One of our Payroll Specialists was recently asked to assist a company in navigating through a rather difficult separation process with an Employee. The Employee argued for his final settlement to be significantly more. He questioned the prorated work days calculation, the way the final settlement was determined and also requested to see evidence of leave days taken.

The Company was in a predicament. They had no set calculation methodology and were unable to produce records of leave taken, other than a few emails where leave was requested. This was typical of what so often happens where HR Administration and payroll is run without a compliant system. The potential is that it can very quickly develop into a crisis.

This prompted OPS to suggest a starter checklist for small businesses to consider as part of their setup process. (Established Companies may find it useful to check that you have considered these points.) If this is done in the early stages of Company setup, it can potentially save a lot of distress and expense later on.

1. Keep a master file of your employee data

We would suggest a web-based HR and payroll system to manage your Employee data. However, an Excel sheet with basic information should suffice in getting you started on your Employee master file. Employee details such as full name, job title, contact details, nationality, passport details, compensation and benefits, starting date, bank details and email addresses, can be maintained. Keep in mind for this to have value, it needs to be updated regularly.

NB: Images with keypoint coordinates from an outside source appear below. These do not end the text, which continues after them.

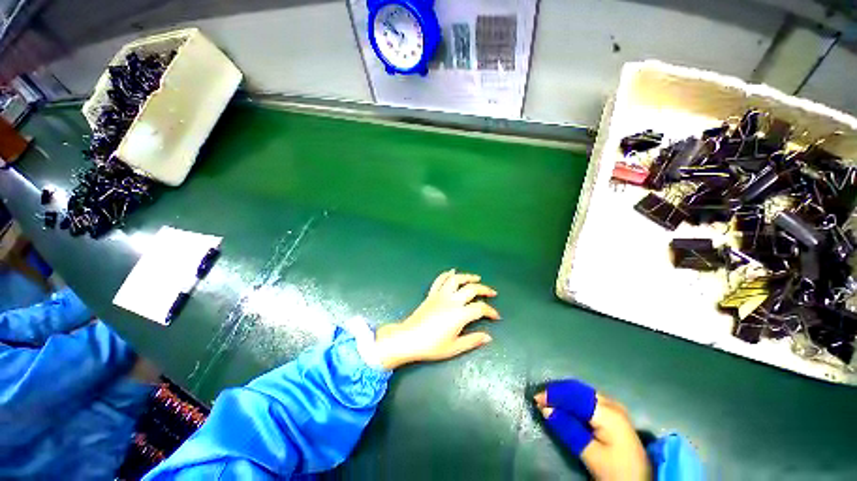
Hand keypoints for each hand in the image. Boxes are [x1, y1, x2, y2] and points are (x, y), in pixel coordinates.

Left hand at [374, 269, 500, 369]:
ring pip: (456, 279)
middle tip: (492, 293)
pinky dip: (446, 274)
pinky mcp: (431, 294)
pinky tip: (452, 272)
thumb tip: (488, 337)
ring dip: (467, 277)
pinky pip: (439, 280)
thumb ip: (472, 340)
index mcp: (459, 314)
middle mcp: (451, 301)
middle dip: (484, 289)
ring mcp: (440, 295)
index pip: (480, 308)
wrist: (408, 339)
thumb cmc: (431, 346)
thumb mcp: (454, 347)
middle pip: (471, 289)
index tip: (496, 316)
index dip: (491, 311)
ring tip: (476, 278)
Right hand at [535, 390, 651, 480]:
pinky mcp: (614, 414)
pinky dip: (573, 400)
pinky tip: (565, 406)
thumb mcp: (590, 454)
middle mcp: (611, 403)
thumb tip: (545, 409)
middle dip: (557, 393)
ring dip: (564, 395)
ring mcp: (614, 407)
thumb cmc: (616, 470)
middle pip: (578, 390)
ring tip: (549, 401)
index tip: (535, 399)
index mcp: (607, 412)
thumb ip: (568, 429)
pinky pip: (588, 399)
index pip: (574, 396)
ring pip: (582, 393)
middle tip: (539, 399)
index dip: (553, 395)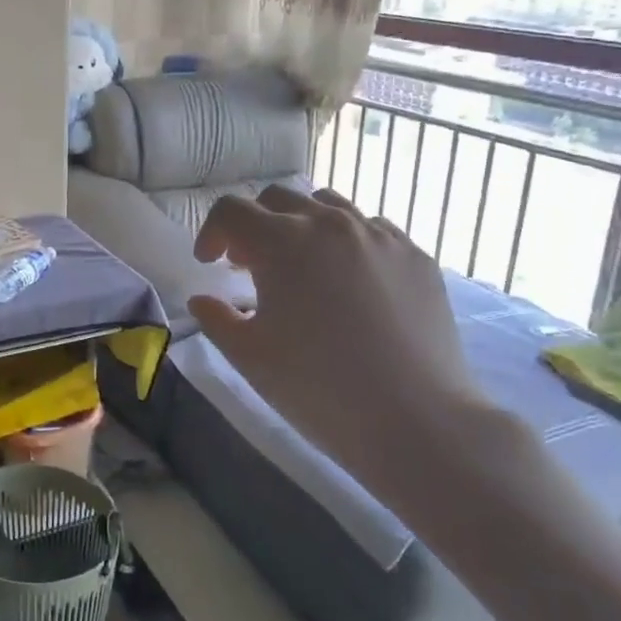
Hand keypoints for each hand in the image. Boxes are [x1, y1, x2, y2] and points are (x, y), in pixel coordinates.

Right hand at [188, 185, 516, 526]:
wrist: (417, 422)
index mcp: (281, 242)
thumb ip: (216, 318)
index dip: (212, 232)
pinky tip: (350, 282)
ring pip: (328, 205)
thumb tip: (202, 300)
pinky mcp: (416, 257)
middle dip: (254, 224)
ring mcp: (379, 236)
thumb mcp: (249, 356)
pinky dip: (347, 242)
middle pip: (277, 198)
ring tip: (301, 266)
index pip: (231, 210)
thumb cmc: (317, 388)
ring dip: (301, 225)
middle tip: (250, 265)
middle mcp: (329, 224)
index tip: (209, 264)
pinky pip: (372, 230)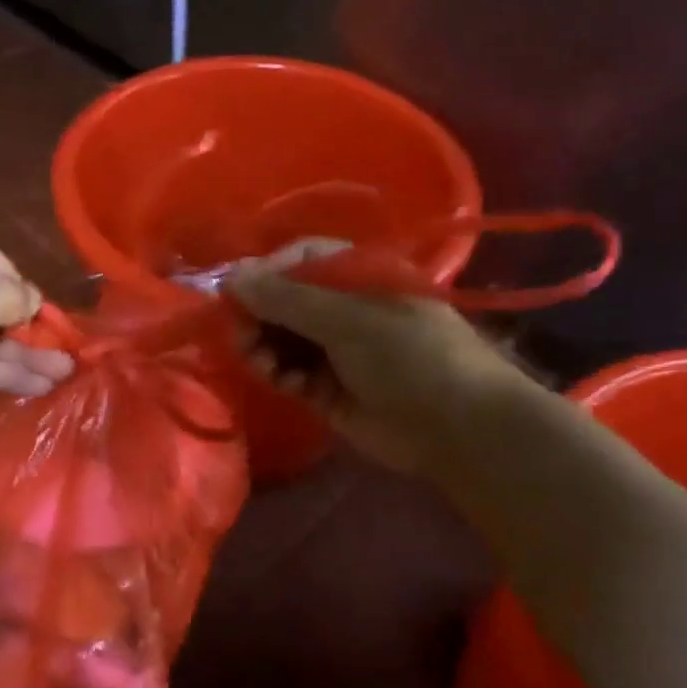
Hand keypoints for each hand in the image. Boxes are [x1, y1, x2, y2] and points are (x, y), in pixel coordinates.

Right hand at [227, 267, 523, 473]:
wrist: (456, 427)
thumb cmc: (409, 354)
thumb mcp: (347, 319)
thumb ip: (285, 299)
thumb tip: (230, 277)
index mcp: (358, 276)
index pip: (300, 260)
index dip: (266, 273)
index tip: (237, 293)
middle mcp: (344, 308)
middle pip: (284, 302)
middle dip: (258, 316)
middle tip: (241, 335)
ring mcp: (336, 350)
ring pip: (281, 339)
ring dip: (263, 347)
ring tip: (259, 361)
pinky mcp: (328, 389)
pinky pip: (290, 373)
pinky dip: (280, 375)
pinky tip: (284, 383)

2. Determine your cost to company of every employee

The compensation and benefits package alone is only a part of what an Employee is costing you. Elements such as the annual leave they are entitled to, the loss of productivity if they are on sick leave, the annual flight ticket back to their home country, the provision you have to make for their gratuity and medical insurance costs are but a few elements that need to be quantified. This will ensure you have a more accurate figure of what an Employee is actually costing your Company.

3. Asset control

It is indispensable to keep a record of assets that you allocate to Employees. By tracking laptops, mobile phones and other equipment and linking it to your accounting’s depreciation, you can calculate the value of these assets on a year-to-date principle. You can then determine when an asset needs to be replaced or returned when an Employee leaves the company.

4. Cost of employee benefits

Unless an Employee is aware of what the monetary value of the non-cash part of their compensation and benefits package is, they are unable to compare the full value your Company provides. Elements such as medical insurance, Salik, metro cards, lunches, parking permits etc. are not added to the cash component of their salary package, yet contribute to providing competitive, market-related pay. By understanding the value of these non-cash benefits, Employees can often elect to stay with your Company if offered an alternative position.

5. Accrue your end-of-service benefit

As yet, accruing for the end of service is not a legislative requirement in the UAE. Making provision for end of service benefits is generally not done by the majority of small and start-up companies. However, small companies minimise the cash flow risk when Employees leave the company, by consistent and regular accruing for gratuity payments.

We would encourage you to implement these five steps in your business processes if you are not already doing so.